The composite clipper, City of Adelaide, built in 1864, is the world’s oldest surviving clipper ship. Between 1864 and 1887 the ship made 23 voyages from London and Plymouth to Adelaide, South Australia. Approximately a quarter of a million Australians can trace an ancestor that migrated, or was a passenger, on the City of Adelaide. The historic clipper was recently transported to its namesake city, following a lavish send off featuring Prince Philip, the Duke of Edinburgh, on the River Thames at Greenwich near London.
Apparently, the reception that the ship has received in Australia has been somewhat less enthusuastic. South Australia’s Department of Environment, Water and Natural Resources CEO Allan Holmes has called the clipper restoration project an “indulgence” and “eventual taxpayer burden.” He went on to say,”I’m not a supporter, I think it’s the last thing we need. As a government official I know where this is going to end up, they’ll come calling on government to pay the bill, there’s no doubt about that.

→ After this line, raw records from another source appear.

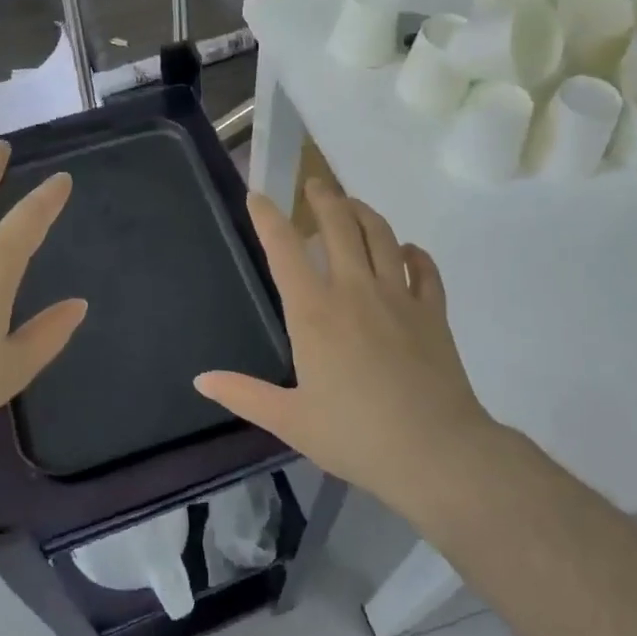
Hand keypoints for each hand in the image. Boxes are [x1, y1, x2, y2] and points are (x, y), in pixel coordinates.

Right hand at [195, 178, 500, 521]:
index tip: (258, 196)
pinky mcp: (433, 313)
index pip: (285, 250)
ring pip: (381, 236)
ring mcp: (399, 298)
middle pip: (339, 226)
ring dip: (364, 213)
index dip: (268, 218)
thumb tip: (200, 380)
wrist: (436, 452)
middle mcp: (355, 291)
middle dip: (324, 198)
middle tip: (315, 184)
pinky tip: (406, 251)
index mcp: (314, 313)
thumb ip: (243, 394)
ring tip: (352, 205)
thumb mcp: (289, 420)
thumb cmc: (355, 436)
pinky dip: (414, 253)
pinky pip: (425, 269)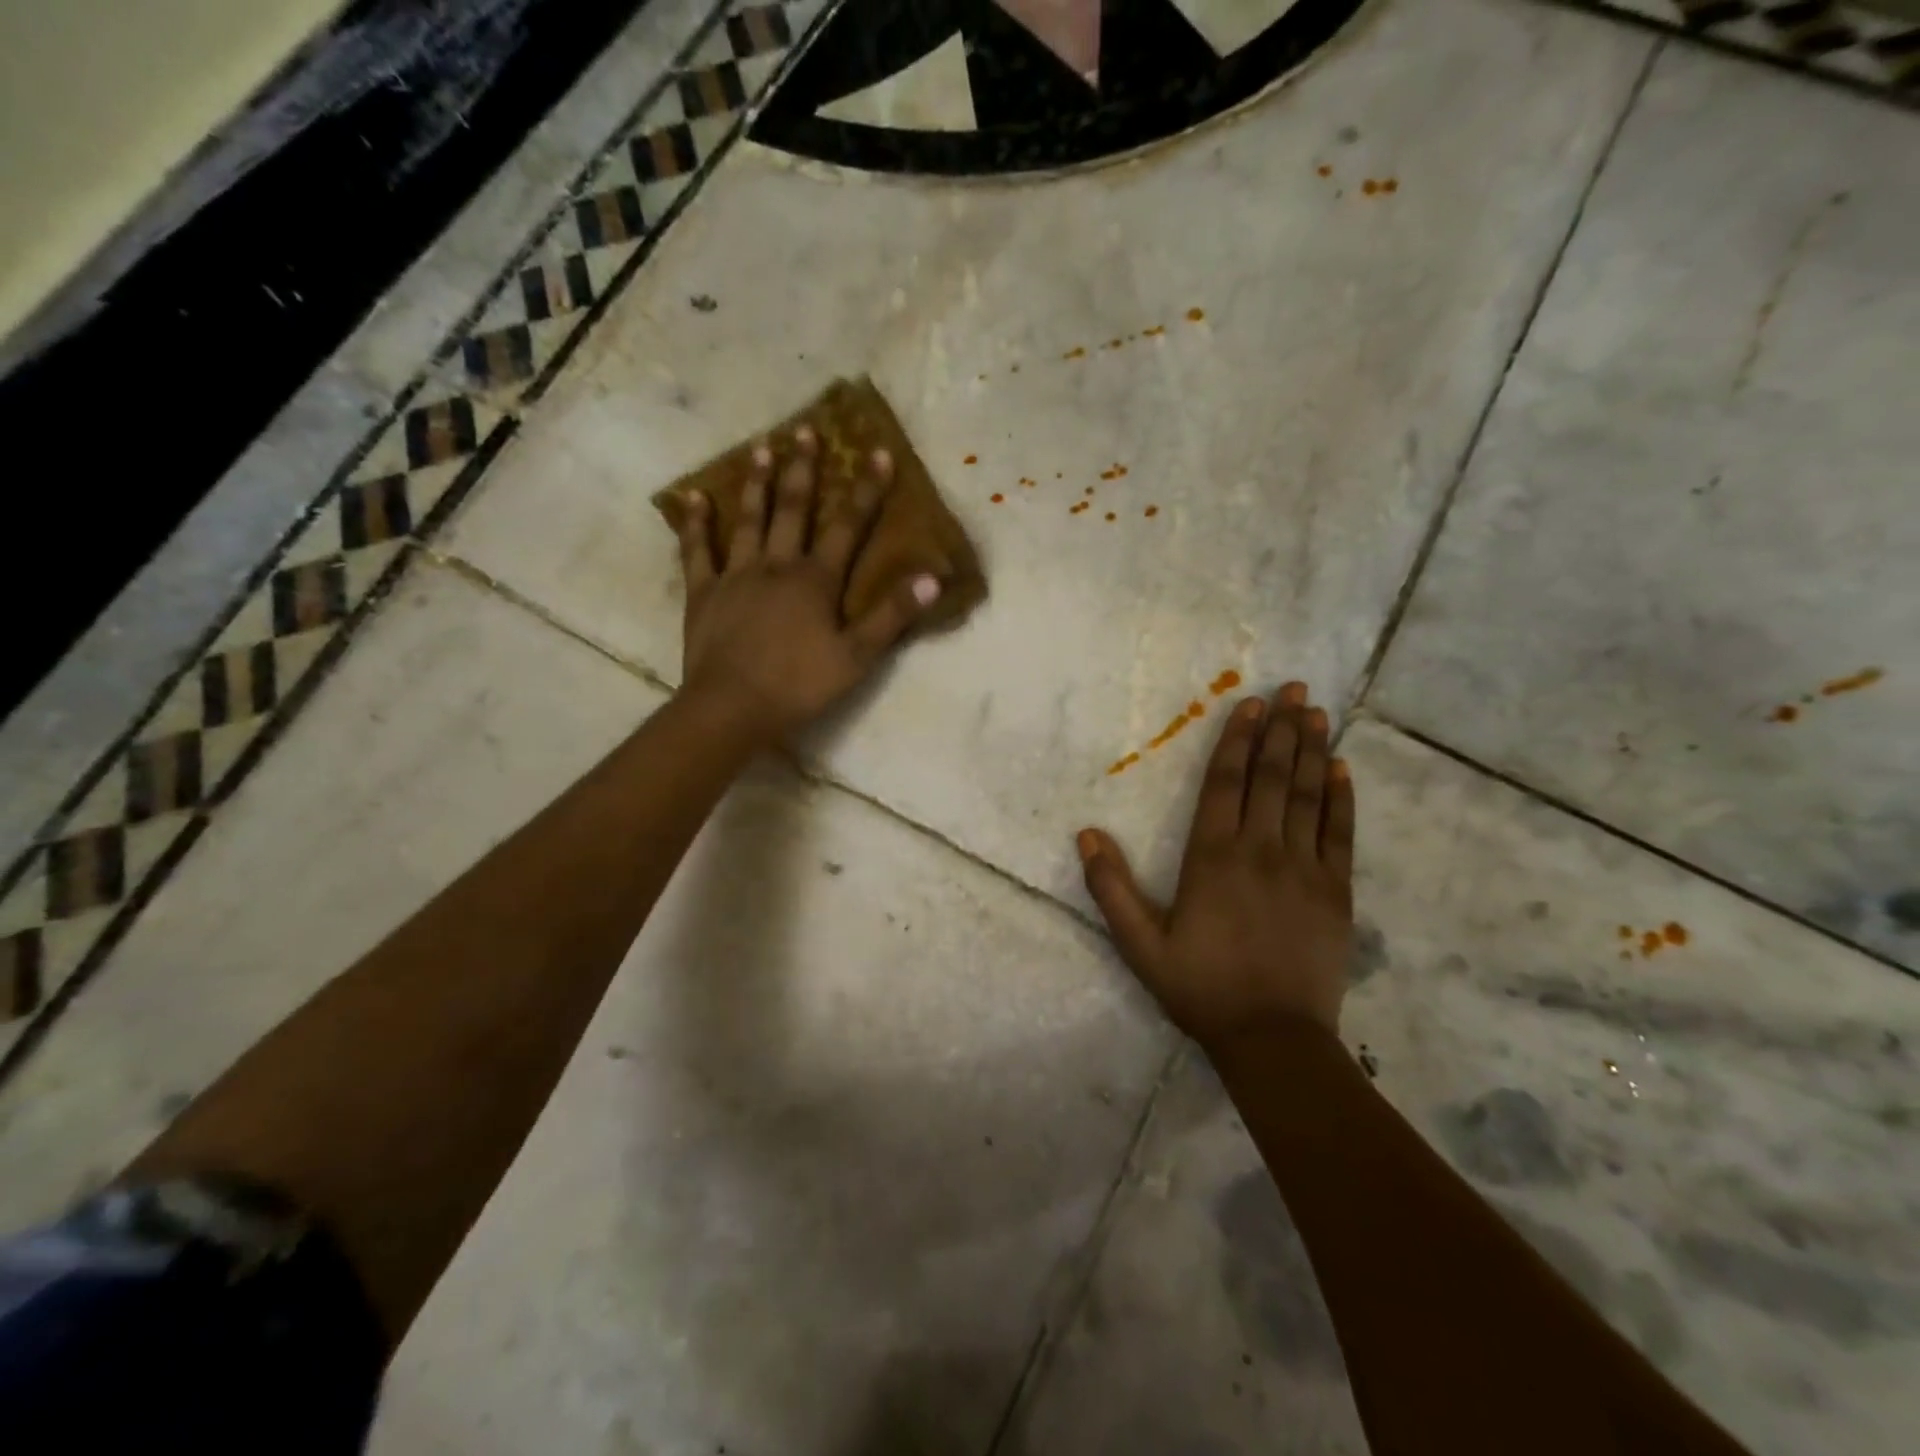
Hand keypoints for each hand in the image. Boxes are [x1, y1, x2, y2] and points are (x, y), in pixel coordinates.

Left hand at [676, 426, 940, 742]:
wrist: (731, 707)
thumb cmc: (799, 685)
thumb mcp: (856, 657)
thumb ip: (892, 616)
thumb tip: (932, 578)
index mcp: (816, 580)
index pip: (847, 527)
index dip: (866, 490)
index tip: (877, 452)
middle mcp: (777, 565)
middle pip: (793, 510)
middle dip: (804, 470)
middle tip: (806, 430)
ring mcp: (737, 576)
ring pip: (749, 520)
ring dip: (757, 483)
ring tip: (761, 447)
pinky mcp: (704, 593)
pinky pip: (698, 551)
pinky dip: (696, 524)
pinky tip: (694, 497)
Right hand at [1077, 682, 1354, 1048]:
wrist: (1273, 1039)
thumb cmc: (1201, 987)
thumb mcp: (1139, 944)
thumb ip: (1111, 888)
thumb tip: (1087, 833)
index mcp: (1212, 858)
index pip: (1225, 784)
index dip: (1237, 741)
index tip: (1250, 706)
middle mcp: (1260, 851)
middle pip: (1271, 778)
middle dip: (1282, 730)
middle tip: (1294, 689)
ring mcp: (1304, 869)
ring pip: (1307, 797)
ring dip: (1313, 751)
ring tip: (1318, 713)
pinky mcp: (1336, 892)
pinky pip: (1340, 834)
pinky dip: (1342, 799)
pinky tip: (1342, 770)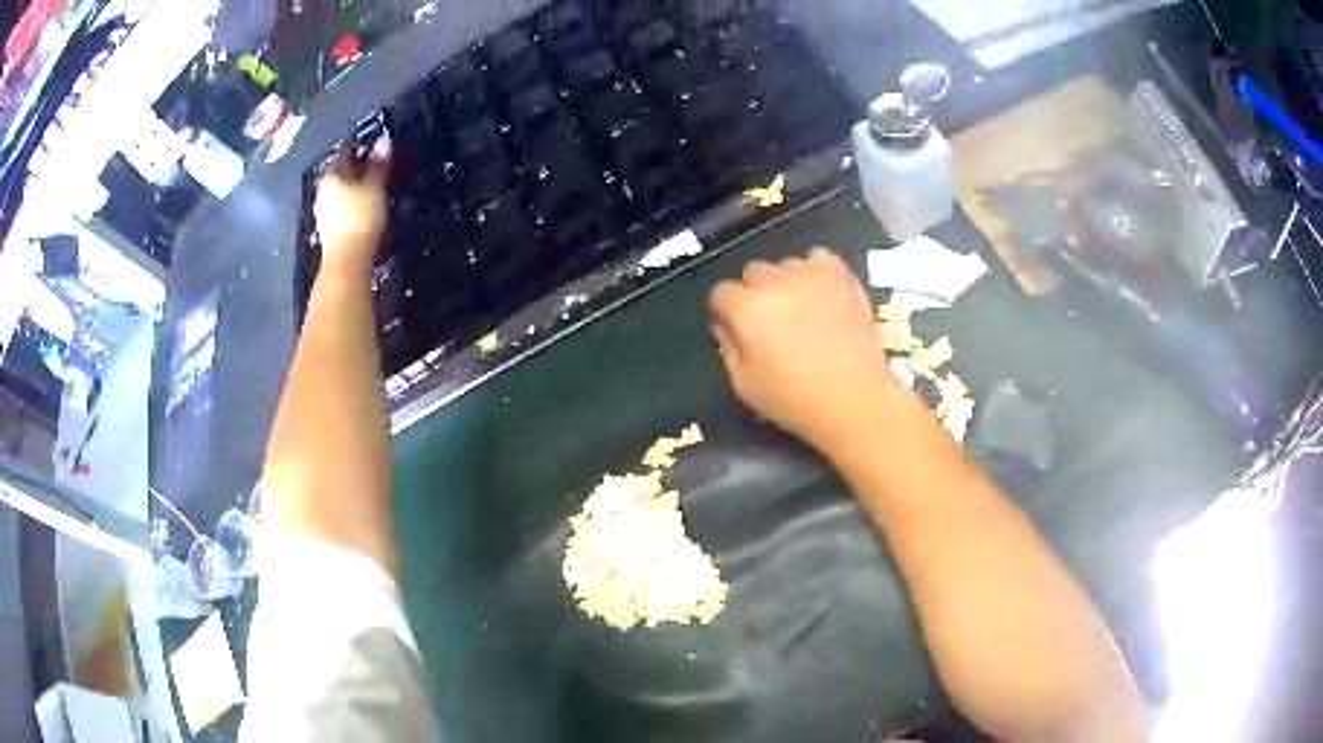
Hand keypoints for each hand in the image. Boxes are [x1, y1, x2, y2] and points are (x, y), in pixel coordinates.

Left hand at [313, 141, 390, 273]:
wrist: (347, 258)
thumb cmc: (361, 216)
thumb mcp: (375, 186)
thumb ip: (379, 163)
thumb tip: (384, 141)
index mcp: (332, 174)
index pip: (347, 150)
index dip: (362, 146)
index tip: (376, 146)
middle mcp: (322, 188)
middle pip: (341, 171)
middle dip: (356, 168)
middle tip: (375, 168)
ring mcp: (321, 209)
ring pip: (339, 190)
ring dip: (352, 187)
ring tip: (370, 188)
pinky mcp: (326, 227)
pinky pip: (338, 206)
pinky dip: (349, 203)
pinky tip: (360, 208)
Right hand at [709, 248, 904, 453]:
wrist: (856, 400)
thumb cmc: (795, 401)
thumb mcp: (744, 385)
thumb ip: (727, 347)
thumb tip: (724, 324)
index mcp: (747, 310)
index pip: (720, 292)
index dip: (725, 311)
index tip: (737, 329)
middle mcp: (775, 282)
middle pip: (752, 273)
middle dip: (755, 294)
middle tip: (772, 322)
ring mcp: (810, 274)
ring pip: (785, 265)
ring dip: (786, 283)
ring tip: (802, 310)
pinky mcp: (840, 275)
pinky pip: (818, 257)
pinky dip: (815, 271)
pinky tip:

Government will be under enormous pressure because we have this hulk, this wreck in the port with public expectation that something is going to be done about it.”
In contrast, a few years ago, the City of Adelaide zoo spent close to $30 million building a pavilion for borrowed Chinese pandas. It appears that borrowed pandas have a higher priority to government officials than Australia’s maritime heritage.